Amazon is already making rapid gains. Household names such as New Look and Ted Baker have begun to sell directly via Amazon, while lots of smaller, independent brands shift their wares via the marketplace. Big-name labels which have previously held back from selling through Amazon are finally succumbing, sports giant Nike being the latest to tap Amazon’s huge customer base at the potential expense of margin and competition with itself.

Sofie Willmott, a senior retail analyst at Global Data, warns: “It could steal shoppers away from their website.”

Amazon’s vice-president for fashion in Europe, Susan Saidman, counters: “We’re not a competitor-obsessed company. We might benchmark competitors to see what they’re doing well but it’s not about trying to beat the competitors, it’s about trying to make the customer happy.” Amazon could rake in up to $85 billion (£64 billion) from fashion globally by 2020, Nomura estimates. (Though it doesn’t disclose figures for Europe, Amazon’s international arm saw sales rise 21% to $15 billion in the past quarter.)

But, despite its efforts, the money it draws from its own brands is not yet substantial, Saidman says. Own label products are becoming a more common battleground as retailers seek to differentiate themselves. Ailing department stores Debenhams and House of Fraser have thrown their efforts behind expansion in it and John Lewis last week said it wanted to create a £500 million own-brand fashion business, and for half of its products to be either own brand, or exclusive.

For Amazon, the question seems to be when, not if, it will finally burnish its fashion credentials. Success in the US and India has been tough to replicate in a fragmented European market.

“Would I like to be growing faster? Sure. Am I disappointed with how fast we’re growing? No,” says Saidman.

“In Europe it’s a much more developed market, similar to America, where you progress from the mom-and-pop stores to the big box stores to malls and eventually the online, and so it’s a different trajectory for us than a country like India [where Amazon Fashion grew quickly from a low base].”

That’s partly because shoppers in Britain don’t see Amazon as the place to buy clothes and shoes from. Only 15% of consumers would think of browsing the website for blazers and suits, recent figures showed, and 42% would still simply go there for books.

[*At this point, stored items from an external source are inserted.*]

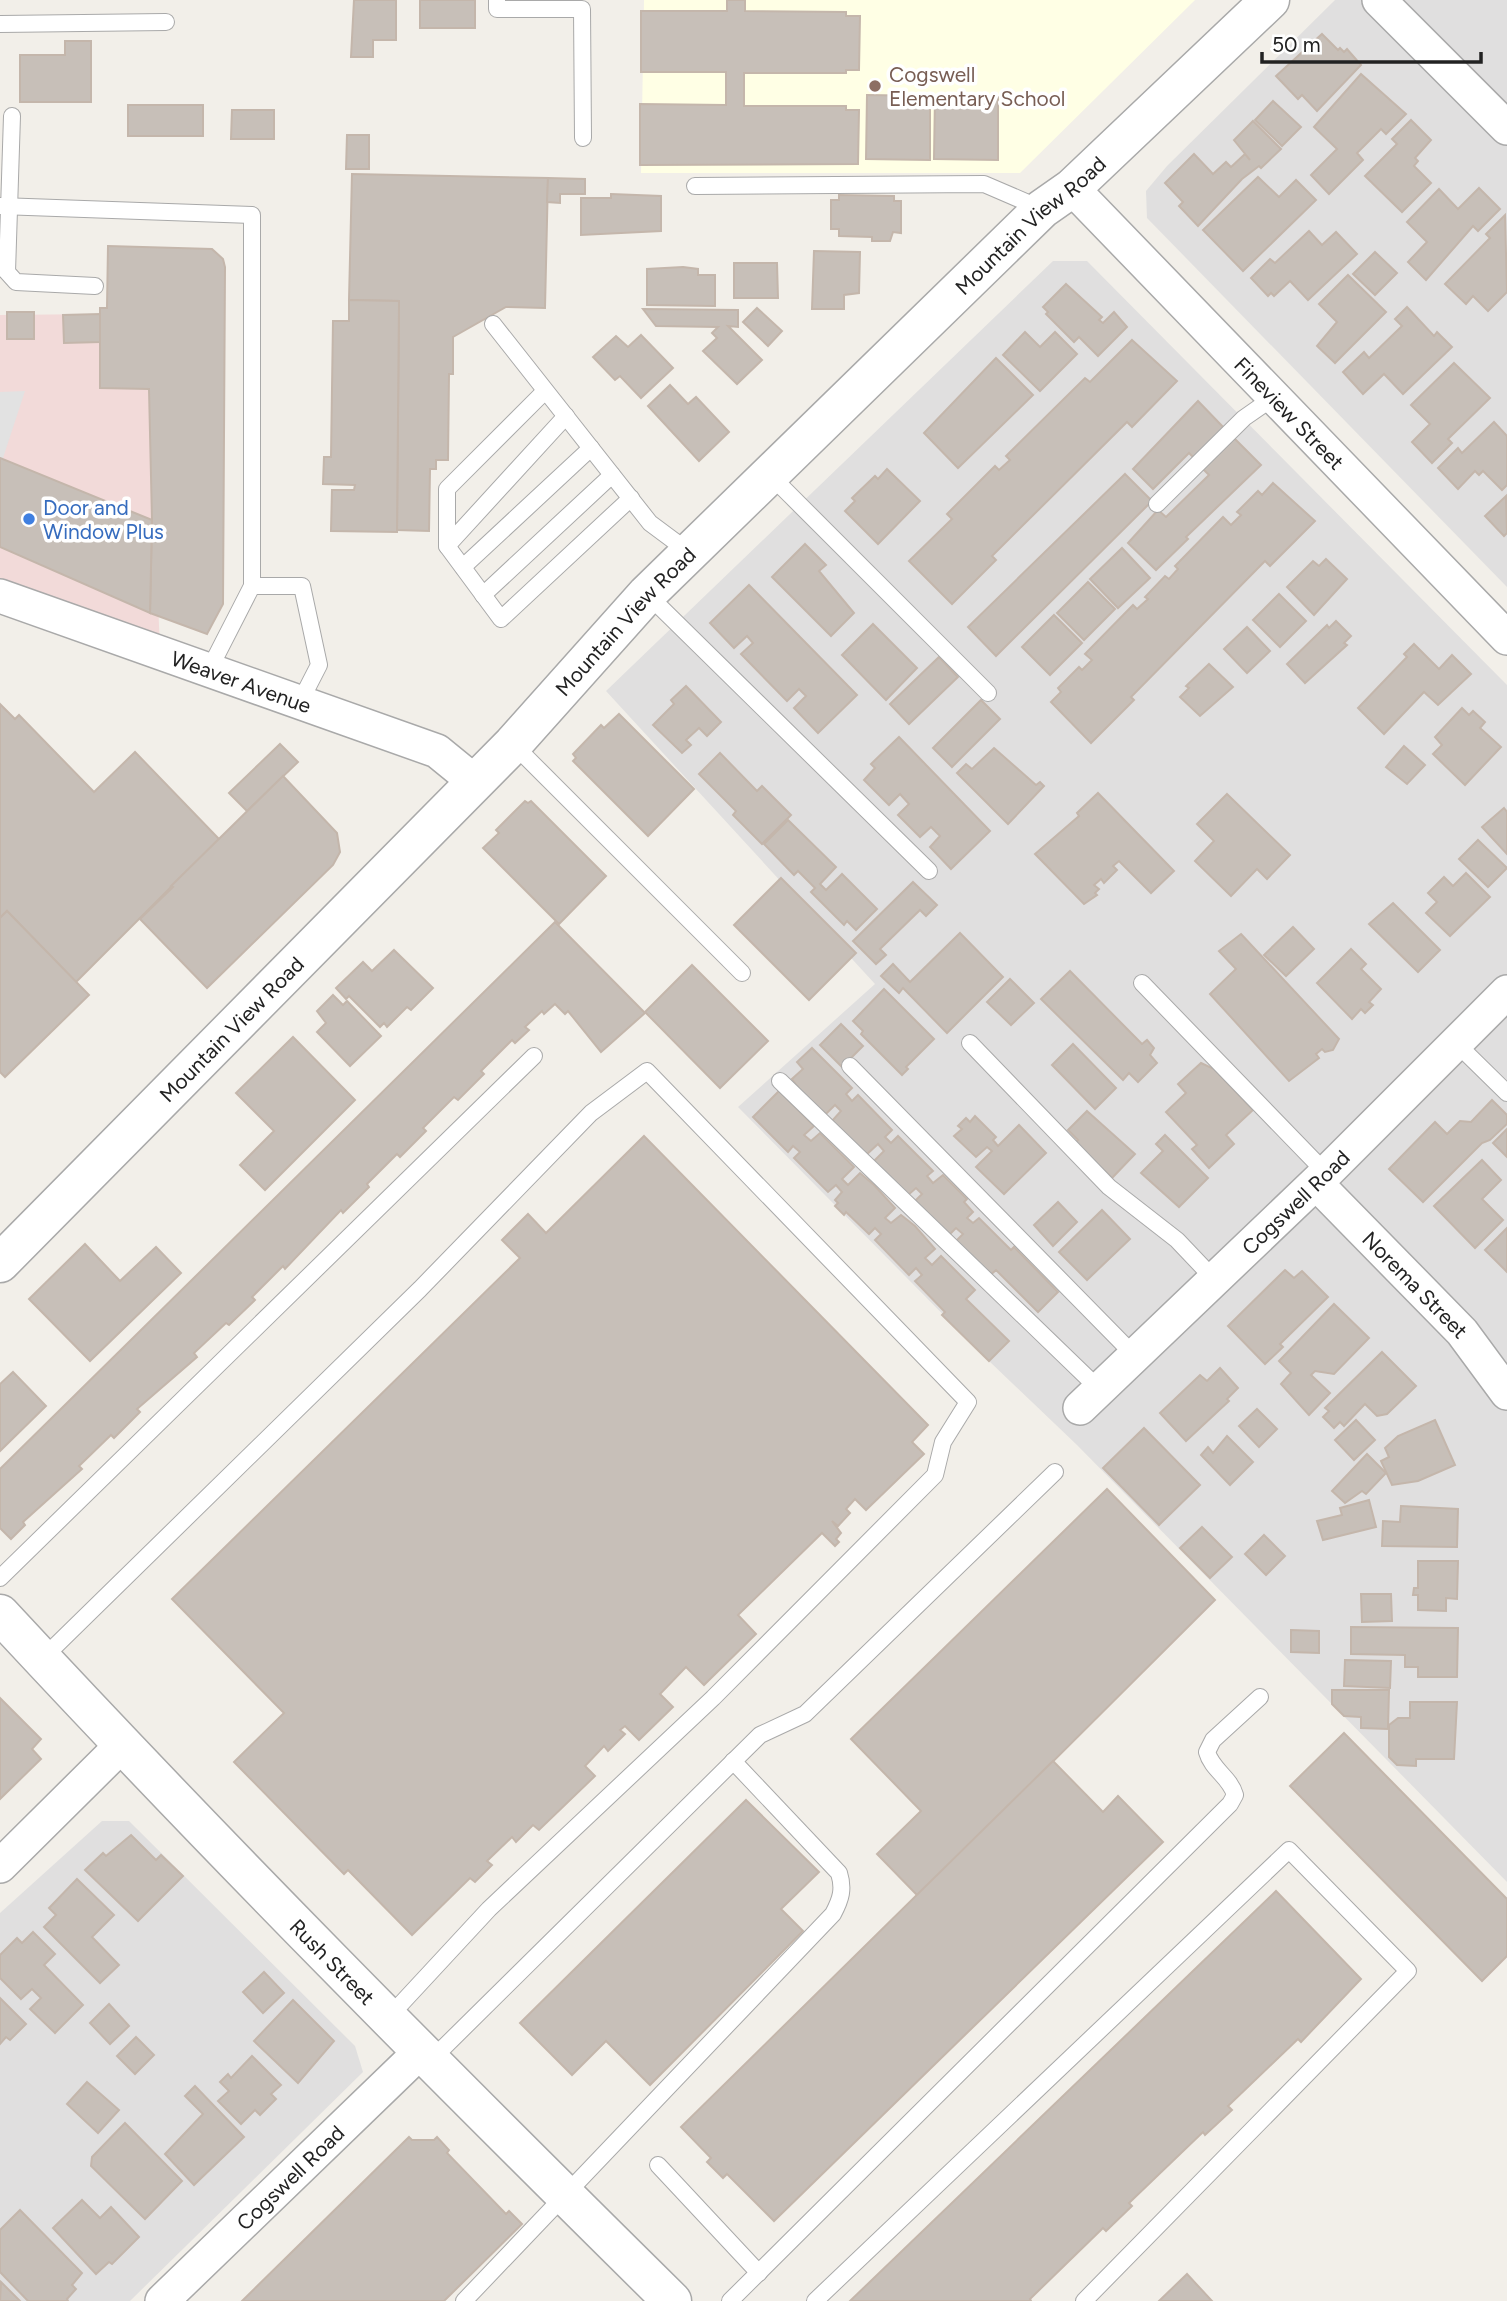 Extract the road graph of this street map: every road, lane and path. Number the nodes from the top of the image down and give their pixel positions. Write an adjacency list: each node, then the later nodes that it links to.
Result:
1 (497, 0): 8 (lane)
2 (1270, 0): 10 (street, Mountain View Road)
3 (1379, 0): 7 (street)
4 (166, 22): 5 (lane)
5 (0, 24)
6 (12, 116): 11 (lane)
7 (1507, 128)
8 (583, 138)
9 (695, 186): 10 (lane)
10 (1057, 199): 15 (street, Fineview Street); 18 (street, Mountain View Road)
11 (4, 206): 12 (lane); 25 (lane)
12 (95, 286)
13 (493, 324): 14 (lane)
14 (545, 391): 16 (lane); 22 (lane)
15 (1274, 397): 21 (lane); 29 (street, Fineview Street)
16 (565, 416): 17 (lane); 22 (lane)
17 (591, 449): 19 (lane); 24 (lane)
18 (769, 474): 23 (street, Mountain View Road); 31 (lane)
19 (612, 475): 20 (lane); 27 (lane)
20 (631, 498): 23 (lane); 27 (lane)
21 (1157, 504)
22 (447, 546): 24 (lane)
23 (689, 552): 26 (street, Mountain View Road)
24 (463, 567): 27 (lane)
25 (252, 586): 30 (lane); 32 (lane)
26 (647, 594): 33 (street, Mountain View Road); 35 (lane)
27 (484, 595)
28 (0, 596): 30 (street, Weaver Avenue)
29 (1507, 638)
30 (209, 670): 32 (street, Weaver Avenue)
31 (988, 693)
32 (300, 702): 34 (street, Weaver Avenue)
33 (513, 744): 34 (street, Mountain View Road); 36 (lane)
34 (475, 782): 46 (street, Mountain View Road)
35 (929, 871)
36 (742, 973)
37 (1142, 983): 45 (lane)
38 (1507, 992): 40 (street, Cogswell Road)
39 (970, 1043): 47 (lane)
40 (1456, 1043): 44 (lane); 45 (street, Cogswell Road)
41 (534, 1056): 52 (lane)
42 (850, 1066): 48 (lane)
43 (780, 1081): 50 (lane)
44 (1507, 1093)
45 (1321, 1178): 47 (street, Cogswell Road); 49 (street, Norema Street)
46 (0, 1263)
47 (1215, 1280): 48 (street, Cogswell Road)
48 (1135, 1356): 50 (street, Cogswell Road)
49 (1507, 1393)
50 (1090, 1398)
51 (1055, 1472): 57 (lane)
52 (0, 1578)
53 (0, 1614): 54 (street, Rush Street)
54 (42, 1659): 56 (street, Rush Street); 59 (lane)
55 (1259, 1698): 63 (lane)
56 (122, 1745): 58 (street); 59 (street, Rush Street)
57 (733, 1761): 60 (lane); 62 (lane)
58 (0, 1866)
59 (387, 2019): 60 (street, Rush Street)
60 (424, 2057): 62 (street, Rush Street); 64 (street, Cogswell Road)
61 (658, 2165): 63 (lane)
62 (564, 2195): 65 (lane); 66 (street, Rush Street)
63 (759, 2273): 67 (lane)
64 (173, 2297)
65 (464, 2301)
66 (672, 2301)
67 (730, 2301)
68 (815, 2301): 69 (lane)
69 (1084, 2301)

“Amazon is definitely a threat because of its sheer dominance but it’s held back by the fact that it doesn’t have that reputation as a fashion retailer,” says Willmott.

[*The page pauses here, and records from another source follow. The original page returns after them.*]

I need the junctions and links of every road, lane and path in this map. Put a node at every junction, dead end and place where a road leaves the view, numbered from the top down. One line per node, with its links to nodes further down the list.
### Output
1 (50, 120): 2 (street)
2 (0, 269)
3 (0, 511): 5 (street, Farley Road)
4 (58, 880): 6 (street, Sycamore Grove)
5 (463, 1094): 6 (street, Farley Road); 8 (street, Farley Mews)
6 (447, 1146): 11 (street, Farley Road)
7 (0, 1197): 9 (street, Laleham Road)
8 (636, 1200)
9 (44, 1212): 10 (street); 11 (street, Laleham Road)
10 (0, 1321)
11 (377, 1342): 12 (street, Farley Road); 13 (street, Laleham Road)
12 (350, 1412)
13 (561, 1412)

It’s not helped by the fact that the website isn’t easy to browse and its indiscriminate offering puts people off. If you type in “black dress” on Amazon’s search box, you’ve got 141 pages of dresses to choose from.

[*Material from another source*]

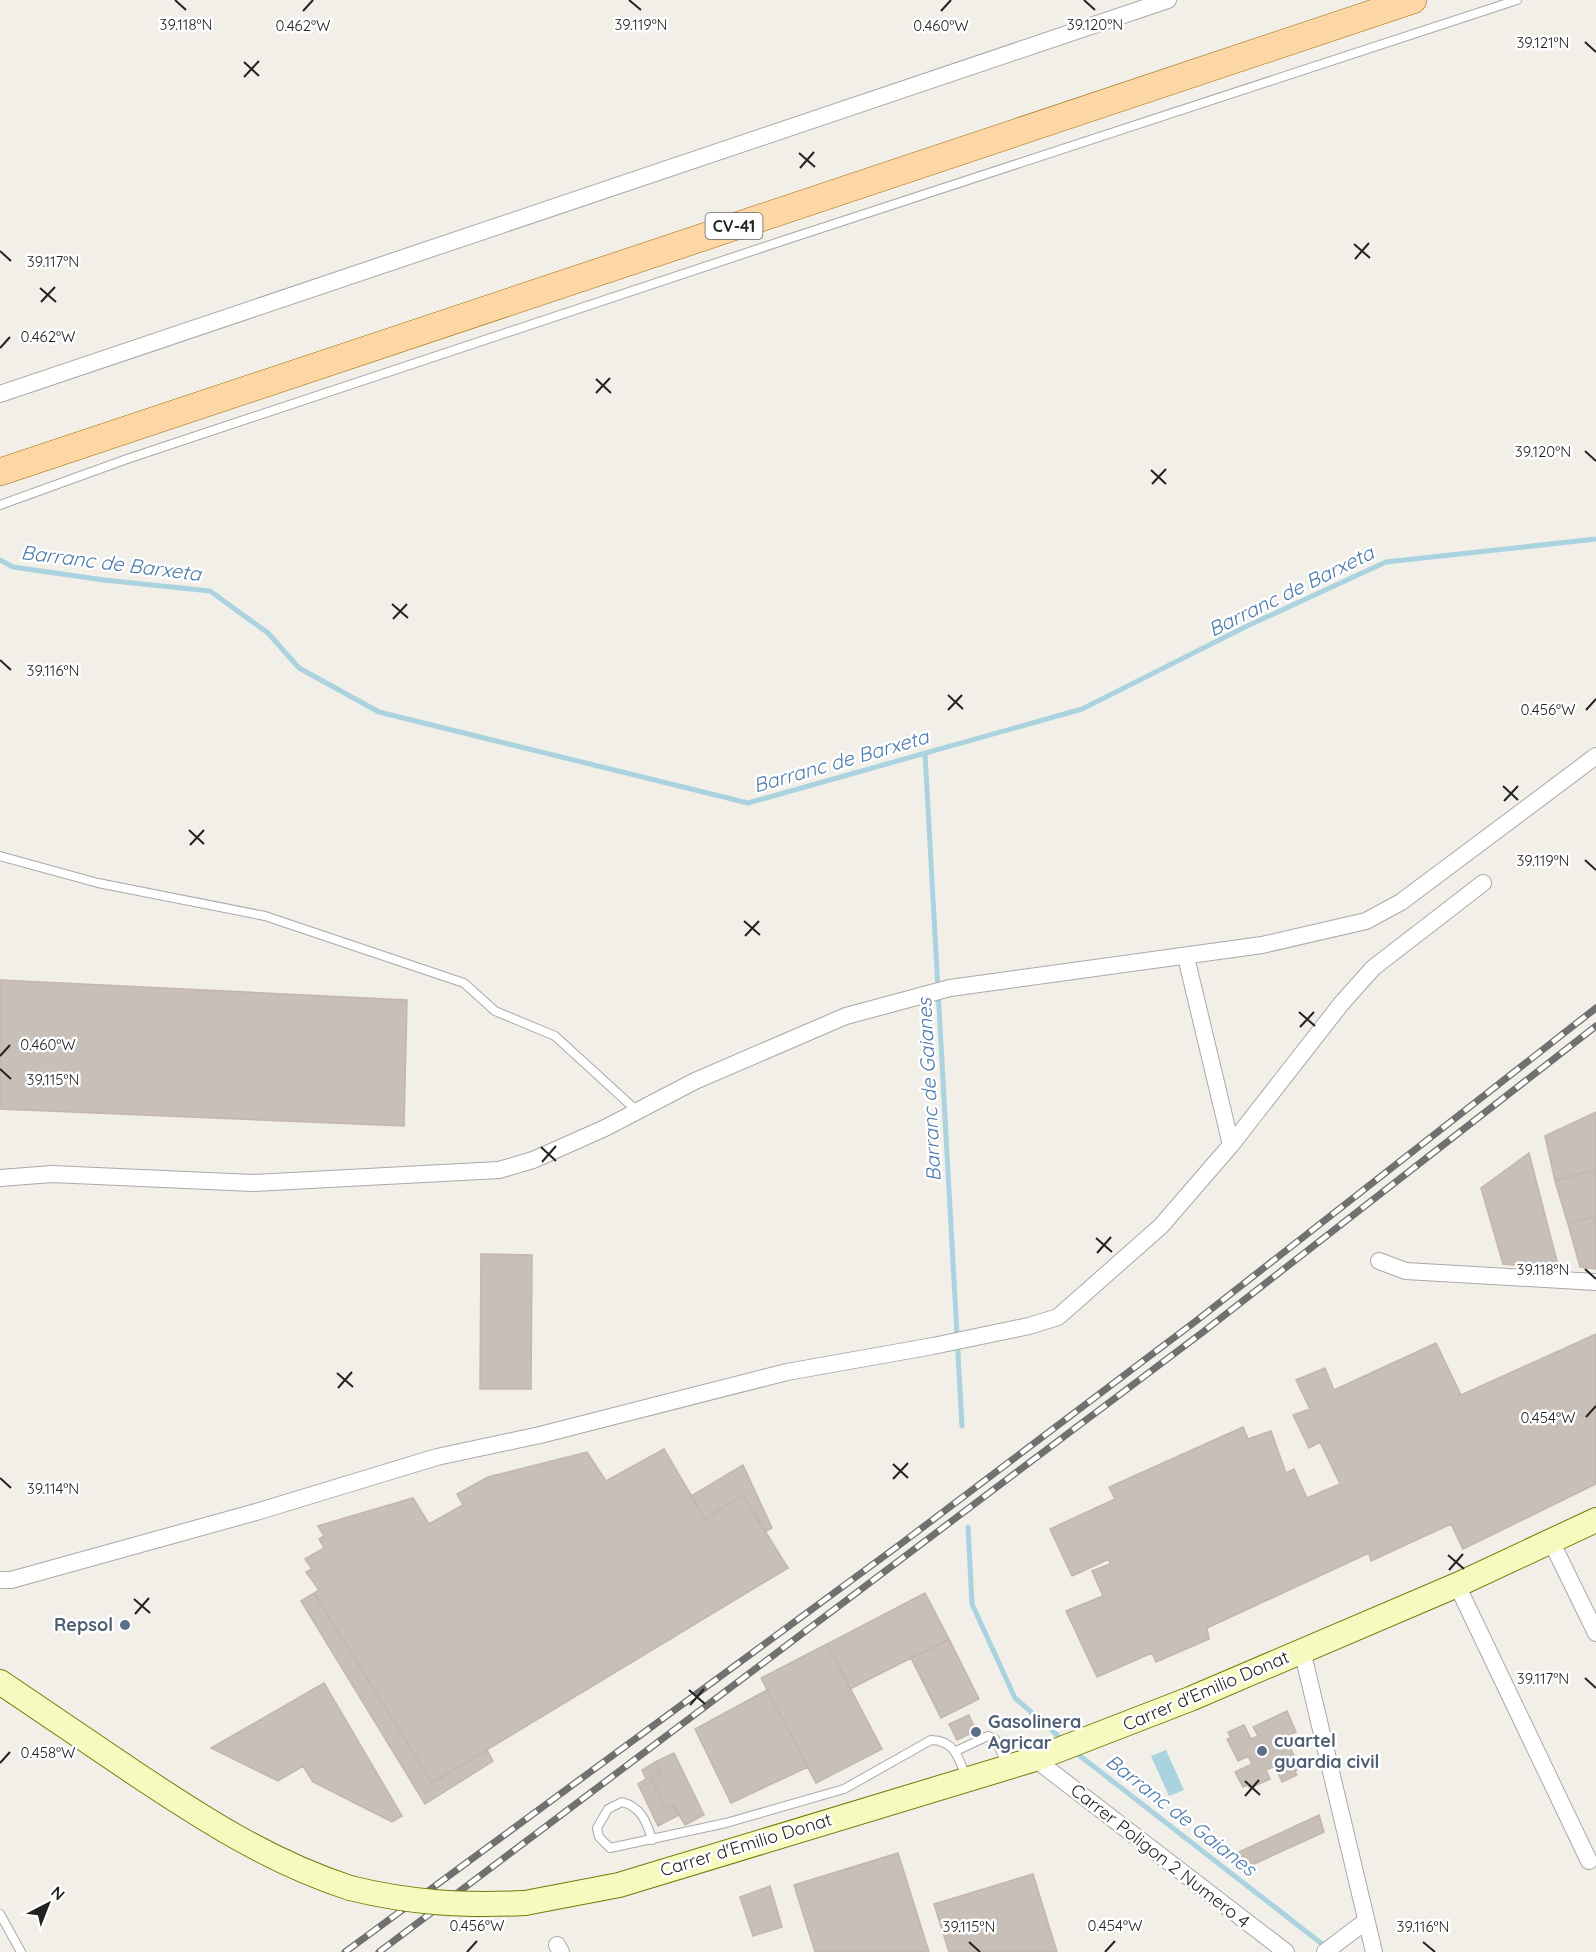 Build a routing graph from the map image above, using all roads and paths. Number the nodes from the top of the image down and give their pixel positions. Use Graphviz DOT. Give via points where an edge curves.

Willmott adds: “It’s not inspirational. You do see much more editorial content, the imagery has improved, but it has a long way to go.” Andreas Inderst, an analyst at Macquarie, adds: “With all due respect to them, it’s the Wild West there — you have hundreds of sellers and therefore, as a result, hundreds of results.”

In his most recent letter to shareholders, the 20th since the behemoth went public in 2007, Bezos wrote: “Amazon has become the destination for millions of customers to shop for fashion… We’ve had some success over the years… We’ve also had billions of dollars’ worth of failures along the way.”

Which category its fashion foray sits in could depend on Bezos sprinkling some of his trademark magic, and investors’ cash, on the venture.

Asos downplays the challenge

If Amazon does become fashion’s dominant player, High Street retailers rather than online rivals will suffer, the City reckons.

Asos is seen as one of Amazon’s prime rivals, selling many of the same brands. But, though there are similarities between the two, the product overlap is fairly limited — about 5% — says Andreas Inderst of Macquarie. “While Asos is not completely immune, the biggest threat is around mainstream, undifferentiated bricks-and-mortar retails. That’s what Amazon is targeting.”

Asos’s chief executive Nick Beighton adds: “You never underestimate any competition, let alone Amazon. They are putting a lot more effort into clothing… but we are targeting a very different [demographic] segment, fashion and attitudes than Amazon.”